I´m quite sure that you are not the reason for it, because she did´nt react on your outing of your feelings.

So there´s absolutely no reason to feel guilty for their crash.

Maybe you feel down because you misestimated her feelings for you and you feel like an idiot, but we all have to live with the risk, that we could fail in trying to come together with a person we love.

You´re a very nice character that you feel so

I wish you will find a better partner than her, the world is full of good-minded people.

Good luck

your

cumposer

rockstarvomit
Dec 18, 2006, 9:25 PM
you are in the situation that is my life - every time without fail. i would say that you shouldn't freak out. I know you feel like an idiot when you let some feelings loose and they don't come flying beack but if she insists that things won't get weird, then the the only way its going to get weird is if you let it. If you can't handle kickin it with your girl the same way without freaking out about her not being able to be in a relationship with you at the moment, then things will be strange. But it doesn't seem that way from your other responses. just concetrate on being good friends, and hopefully your courage in telling her will pay off later. if not, you still have a friend.

PolyLoveTriad
Dec 18, 2006, 9:41 PM
If being a friend, and being honest with her, telling her how you truely feel, ruins your friendship, then there wasnt a friendship to begin with. But odds are, she's just dealing with things still and needs some time. Its possible that she doesnt share the same feelings with you, so be prepaired. I wish you the best of luck no matter how it turns out :)

AubergineCow
Dec 18, 2006, 10:28 PM
I had sort of the opposite thing happen to me, a lesbian told me she had feelings for me, and wanted to date me, etc., but this was only a few weeks after her break up with her girlfriend...

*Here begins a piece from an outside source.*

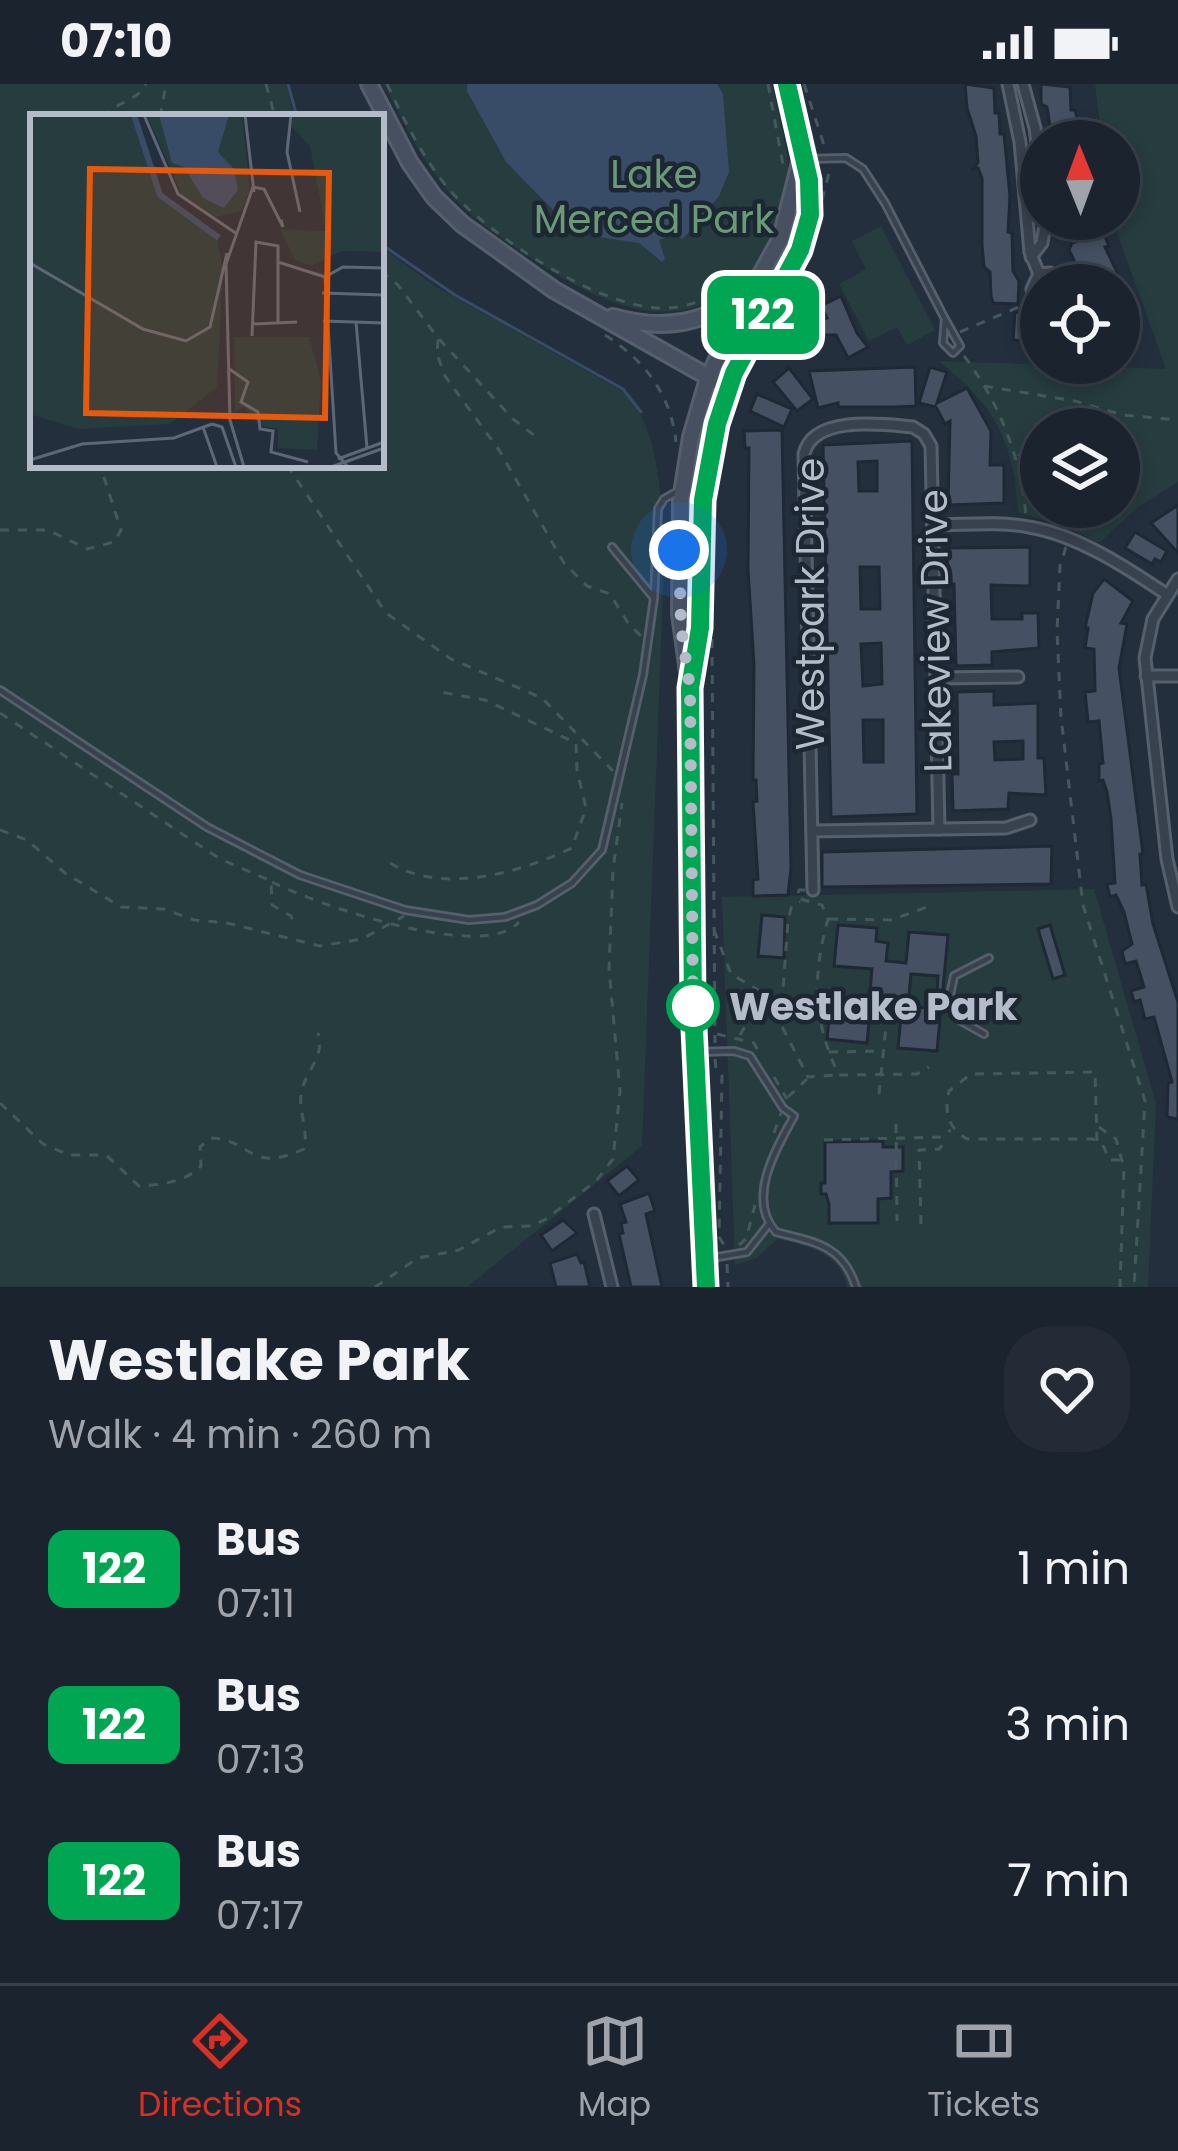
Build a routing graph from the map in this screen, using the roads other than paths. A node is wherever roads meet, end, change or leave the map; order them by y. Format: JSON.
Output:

I should have let more time pass, I knew she was still pining heavily for the ex, but I thought that: A) she knew better than I how much time she needed to be ready to start dating again and B) the ex had abused her and was a totally wretched human being, and surely she could see that and realize how lucky it was that she got out in time. Wrong on both counts.

After 4 happy, fun and I thought successful dates, she called me up chipper, bubbly and excited one day and told me the ex had asked to come back (the ex had dumped this girl after having cheated on her) and that she'd said yes. No acknowledgement that we'd ever dated, or any realization that this might hurt me, just on and on about how she prayed and God had sent her "soul mate" back to her, wasn't that wonderful, blah blah blah...(Who me? Bitter? NAH!)

6 months later, I finally stopped reading her blog in the vain hope of finding an "Oops, sorry about that" of SOME kind, and instead finding only Vogon quality poetry about how wonderful her "soul mate" is and how deep their love is, and how true, and...you get the idea.

I was VERY pissed off for a rather long time until I realised that A) I'm in recovery, and resentment is a killer and B) I saw the red flags all OVER this thing, and dove on in anyhow.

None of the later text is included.